Uncle Will reached back and pulled Evie closer by her elbow, but she wasn’t paying attention. A wry smile twitched on his face, but he didn’t say anything else to Faith’s cousin as he led her along.

“Sarah and I told your father we had just the thing, and while he sounded rather tired, he couldn’t resist.”

Faith wasn’t sure what her aunt was talking about, but surely a visit from her aunts and uncles would help her parents. They were all so close, and that had led to the friendships she shared with her cousins as well.

As soon as they reached her home, she was distracted from the idle conversation between her aunt and uncle by a movement near the servant’s entrance.

“Johnny?” she said, mostly to herself, wondering what in the world he was doing lurking about there. As if he had heard her, even from that distance, he looked over and shook his head hard, like he had just come from the bath.

He wandered over, taking his time but clearly visible, although Uncle Will and Aunt Catherine acted as if they were surprised by his appearance.

In more ways than one.

“You look like a wet dog! Did you have a swim?”

Faith stared at Evie, who was the last person any of them expected to notice, but she had, stating the obvious.

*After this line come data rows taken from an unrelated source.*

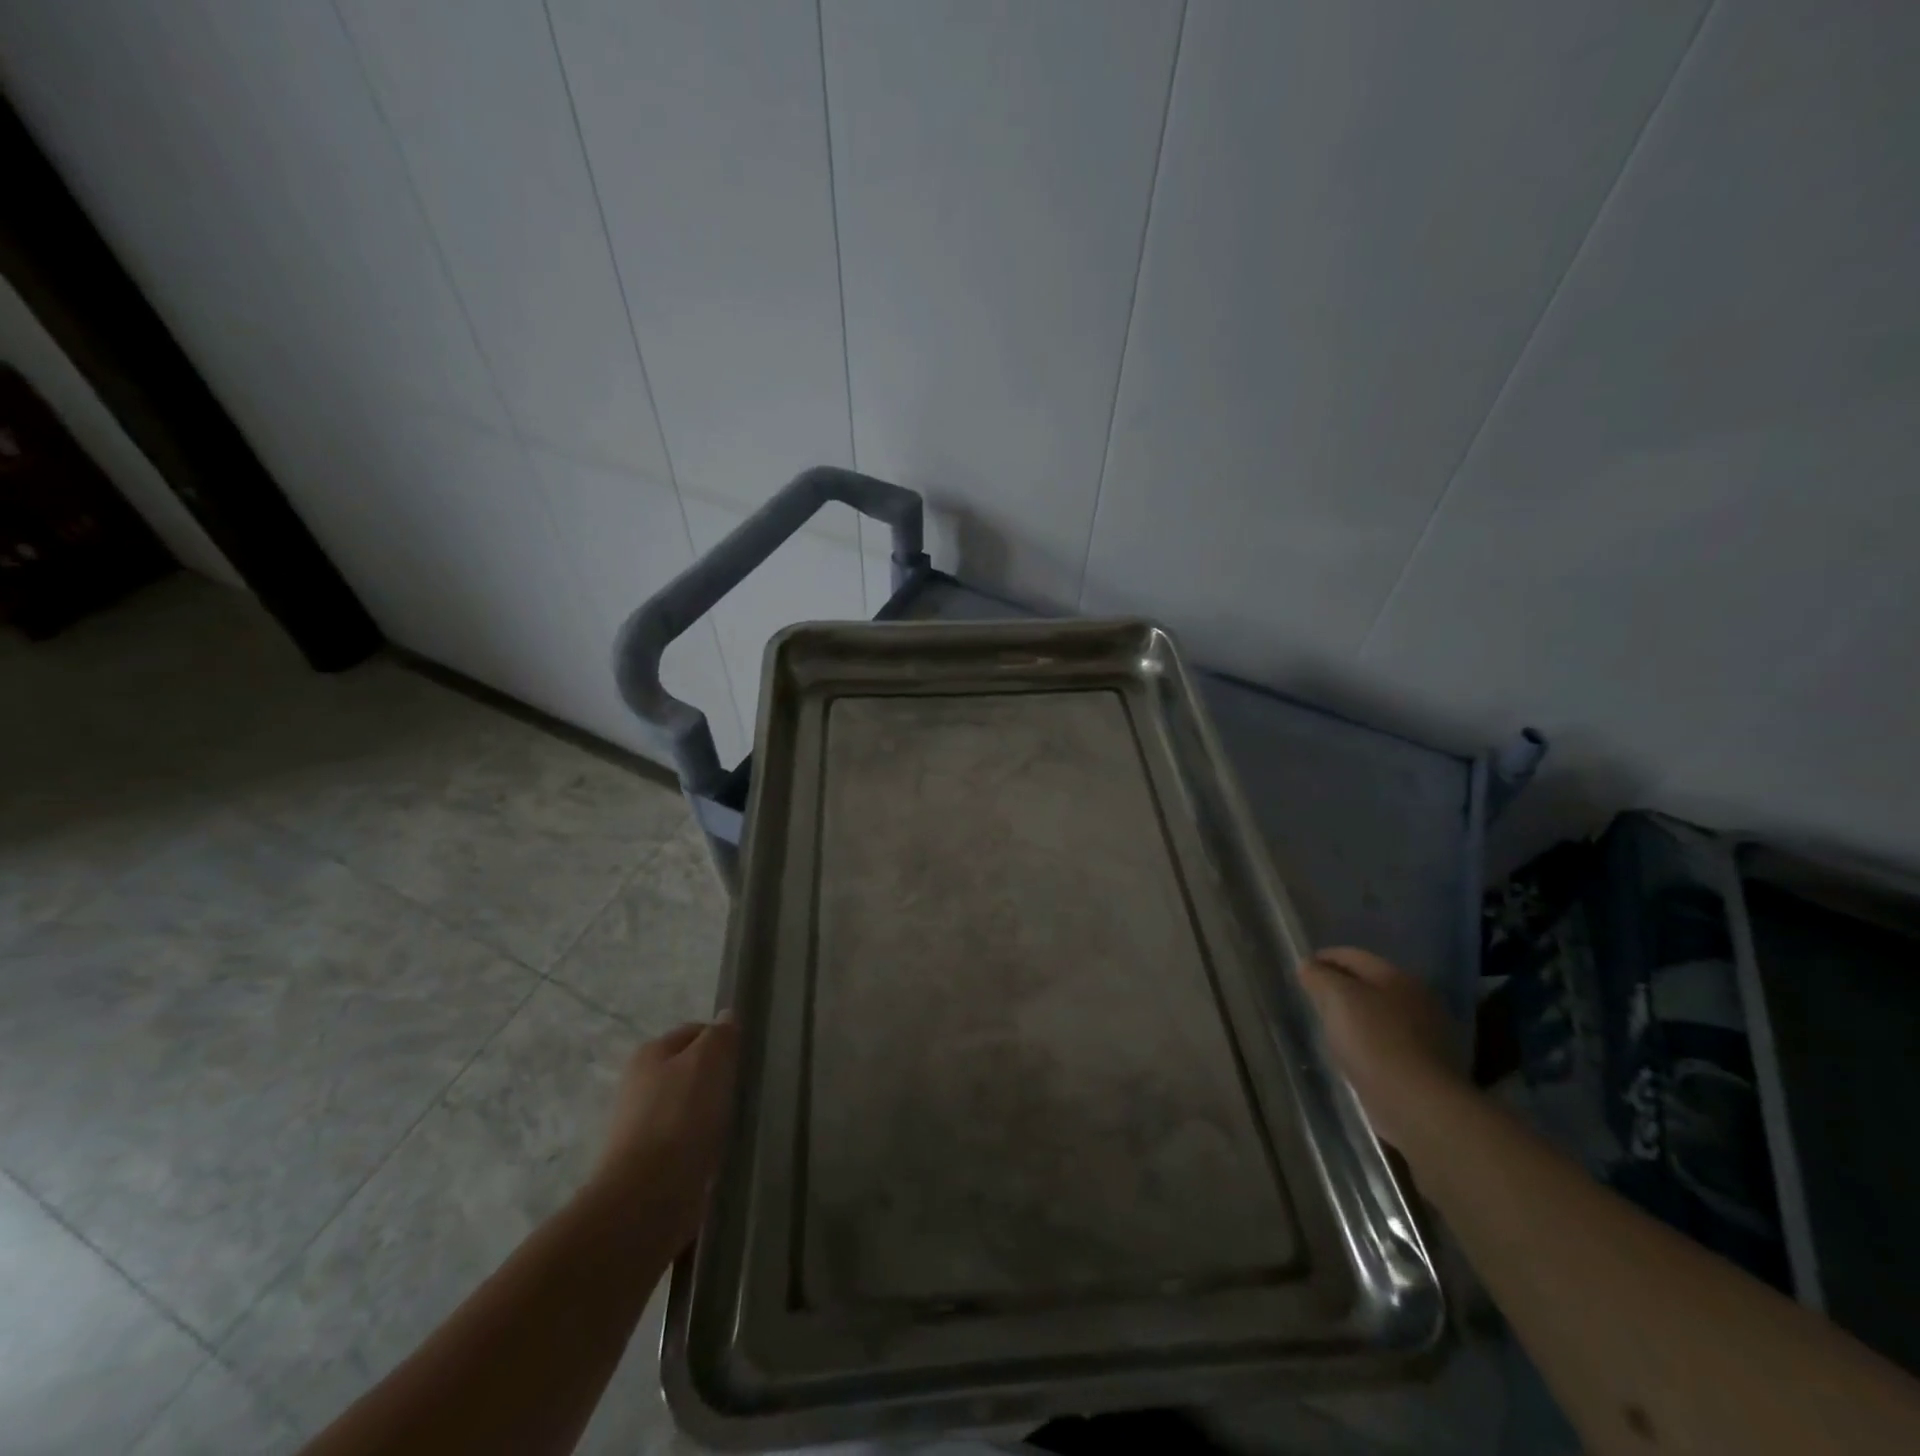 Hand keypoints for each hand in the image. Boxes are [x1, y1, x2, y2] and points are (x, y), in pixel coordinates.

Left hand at [591, 1016, 739, 1250]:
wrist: (648, 1197)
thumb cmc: (681, 1116)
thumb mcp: (710, 1061)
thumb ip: (721, 1036)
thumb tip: (727, 1017)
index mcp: (650, 1053)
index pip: (695, 1032)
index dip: (722, 1041)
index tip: (745, 1060)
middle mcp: (639, 1084)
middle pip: (690, 1070)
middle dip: (717, 1079)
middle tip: (743, 1092)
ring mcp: (641, 1126)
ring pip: (688, 1107)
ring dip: (710, 1114)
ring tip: (735, 1125)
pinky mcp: (648, 1163)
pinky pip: (684, 1141)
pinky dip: (701, 1144)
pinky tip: (718, 1153)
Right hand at [1299, 947, 1467, 1149]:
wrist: (1418, 1105)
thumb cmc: (1374, 1041)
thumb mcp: (1337, 998)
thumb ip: (1319, 976)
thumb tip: (1308, 965)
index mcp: (1397, 977)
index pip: (1353, 955)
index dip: (1324, 958)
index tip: (1301, 970)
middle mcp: (1416, 999)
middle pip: (1369, 983)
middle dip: (1340, 986)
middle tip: (1312, 997)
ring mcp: (1426, 1034)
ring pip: (1378, 1013)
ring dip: (1354, 1015)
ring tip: (1328, 1026)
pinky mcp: (1425, 1065)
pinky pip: (1387, 1041)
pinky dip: (1368, 1041)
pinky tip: (1353, 1053) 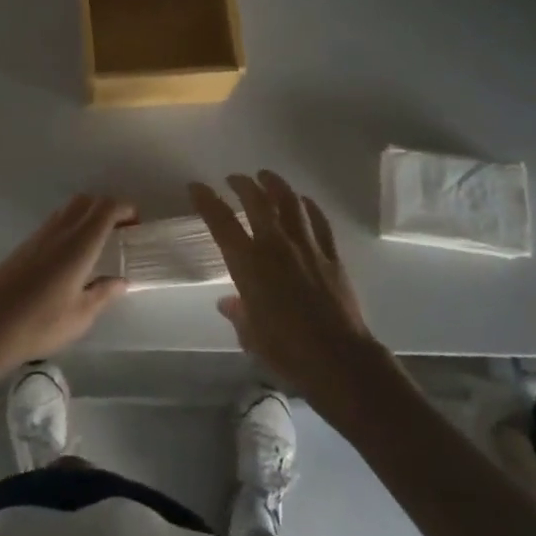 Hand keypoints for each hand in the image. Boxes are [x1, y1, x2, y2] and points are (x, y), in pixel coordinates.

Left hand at [0, 195, 134, 376]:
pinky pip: (55, 222)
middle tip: (120, 232)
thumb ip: (103, 294)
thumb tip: (121, 281)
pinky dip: (71, 225)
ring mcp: (39, 234)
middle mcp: (60, 230)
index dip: (125, 209)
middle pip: (88, 201)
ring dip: (88, 215)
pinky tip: (72, 256)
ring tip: (99, 243)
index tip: (136, 224)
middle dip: (108, 208)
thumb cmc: (40, 322)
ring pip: (69, 209)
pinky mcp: (25, 244)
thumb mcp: (80, 316)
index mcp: (79, 244)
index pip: (106, 208)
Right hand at [189, 171, 387, 420]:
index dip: (207, 201)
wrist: (339, 360)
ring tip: (266, 176)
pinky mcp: (331, 255)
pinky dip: (309, 207)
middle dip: (242, 184)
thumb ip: (239, 314)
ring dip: (275, 185)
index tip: (196, 186)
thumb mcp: (252, 336)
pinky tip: (304, 201)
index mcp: (249, 264)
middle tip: (234, 178)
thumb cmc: (287, 351)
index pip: (221, 223)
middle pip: (257, 202)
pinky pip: (319, 222)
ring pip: (290, 203)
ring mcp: (306, 247)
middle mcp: (275, 246)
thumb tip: (229, 303)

Her brother only smiled, and Faith was relieved to see it.

And him.

He had been so distant, and while Faith knew he had friends to spend his time with, she didn’t know them well, and she herself was fortunate to have this regular arrangement with their uncle.

What would she do without it, at a time like this when she felt almost like an intruder in her own home, tiptoeing around her parents for fear of disturbing them?

“So observant of you, Evie. Yes, I did, but you know how it is. I’m hot again as if I never had set foot in the water.”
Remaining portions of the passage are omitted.